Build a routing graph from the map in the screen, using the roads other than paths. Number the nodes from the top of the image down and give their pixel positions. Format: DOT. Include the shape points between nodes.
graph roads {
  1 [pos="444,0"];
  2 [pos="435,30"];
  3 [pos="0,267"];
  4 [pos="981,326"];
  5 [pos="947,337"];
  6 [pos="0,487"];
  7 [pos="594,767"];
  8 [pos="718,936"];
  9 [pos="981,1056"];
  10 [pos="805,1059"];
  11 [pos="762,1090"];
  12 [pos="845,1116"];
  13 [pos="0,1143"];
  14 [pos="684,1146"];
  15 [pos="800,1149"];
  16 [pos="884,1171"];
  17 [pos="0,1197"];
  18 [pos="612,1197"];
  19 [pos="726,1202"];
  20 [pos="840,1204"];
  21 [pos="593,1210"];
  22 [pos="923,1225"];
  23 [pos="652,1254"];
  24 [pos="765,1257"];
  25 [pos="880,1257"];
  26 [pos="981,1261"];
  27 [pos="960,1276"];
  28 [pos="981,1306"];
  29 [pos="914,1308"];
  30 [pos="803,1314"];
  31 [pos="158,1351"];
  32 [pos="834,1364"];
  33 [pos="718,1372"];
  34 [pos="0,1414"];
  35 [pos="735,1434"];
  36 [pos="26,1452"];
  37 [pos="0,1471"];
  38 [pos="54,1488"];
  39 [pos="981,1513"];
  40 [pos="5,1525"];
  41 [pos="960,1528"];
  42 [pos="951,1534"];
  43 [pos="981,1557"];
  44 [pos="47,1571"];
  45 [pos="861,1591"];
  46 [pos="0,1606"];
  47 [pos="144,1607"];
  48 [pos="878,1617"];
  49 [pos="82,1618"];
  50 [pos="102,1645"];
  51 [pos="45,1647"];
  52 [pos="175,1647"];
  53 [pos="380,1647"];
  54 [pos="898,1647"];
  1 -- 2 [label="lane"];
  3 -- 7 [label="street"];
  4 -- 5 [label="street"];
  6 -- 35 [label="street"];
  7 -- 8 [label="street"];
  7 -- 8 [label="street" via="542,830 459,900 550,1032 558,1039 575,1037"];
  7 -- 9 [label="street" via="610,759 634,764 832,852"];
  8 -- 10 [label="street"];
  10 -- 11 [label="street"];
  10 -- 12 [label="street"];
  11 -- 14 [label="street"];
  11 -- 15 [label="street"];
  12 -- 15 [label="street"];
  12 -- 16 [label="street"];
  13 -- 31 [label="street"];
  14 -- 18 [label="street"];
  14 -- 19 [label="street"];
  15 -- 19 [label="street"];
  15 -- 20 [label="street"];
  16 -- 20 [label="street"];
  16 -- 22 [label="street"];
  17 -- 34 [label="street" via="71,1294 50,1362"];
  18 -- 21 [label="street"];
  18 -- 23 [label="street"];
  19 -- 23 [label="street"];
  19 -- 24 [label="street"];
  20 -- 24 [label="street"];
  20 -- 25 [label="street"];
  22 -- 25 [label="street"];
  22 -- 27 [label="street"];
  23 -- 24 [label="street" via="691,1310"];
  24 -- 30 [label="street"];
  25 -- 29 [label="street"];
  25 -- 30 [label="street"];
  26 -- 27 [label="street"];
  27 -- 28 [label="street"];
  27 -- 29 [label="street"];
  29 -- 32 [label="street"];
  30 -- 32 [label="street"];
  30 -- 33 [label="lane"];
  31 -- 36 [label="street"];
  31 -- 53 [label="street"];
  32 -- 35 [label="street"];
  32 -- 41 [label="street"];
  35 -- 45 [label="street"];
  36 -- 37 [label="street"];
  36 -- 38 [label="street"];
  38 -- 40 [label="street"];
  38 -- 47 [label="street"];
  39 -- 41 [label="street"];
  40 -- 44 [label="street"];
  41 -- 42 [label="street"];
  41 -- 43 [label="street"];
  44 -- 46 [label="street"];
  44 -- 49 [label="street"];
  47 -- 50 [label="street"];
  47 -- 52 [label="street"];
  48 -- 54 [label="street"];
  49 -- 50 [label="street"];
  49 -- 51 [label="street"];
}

::::::::

● EXERCISE GOAL
Go through the listing above and return every line where the word "roads" occurs.

● TASK SOLUTION
Build a routing graph from the map in the screen, using the roads other than paths. Number the nodes from the top of the image down and give their pixel positions. Format: DOT. Include the shape points between nodes.
graph roads {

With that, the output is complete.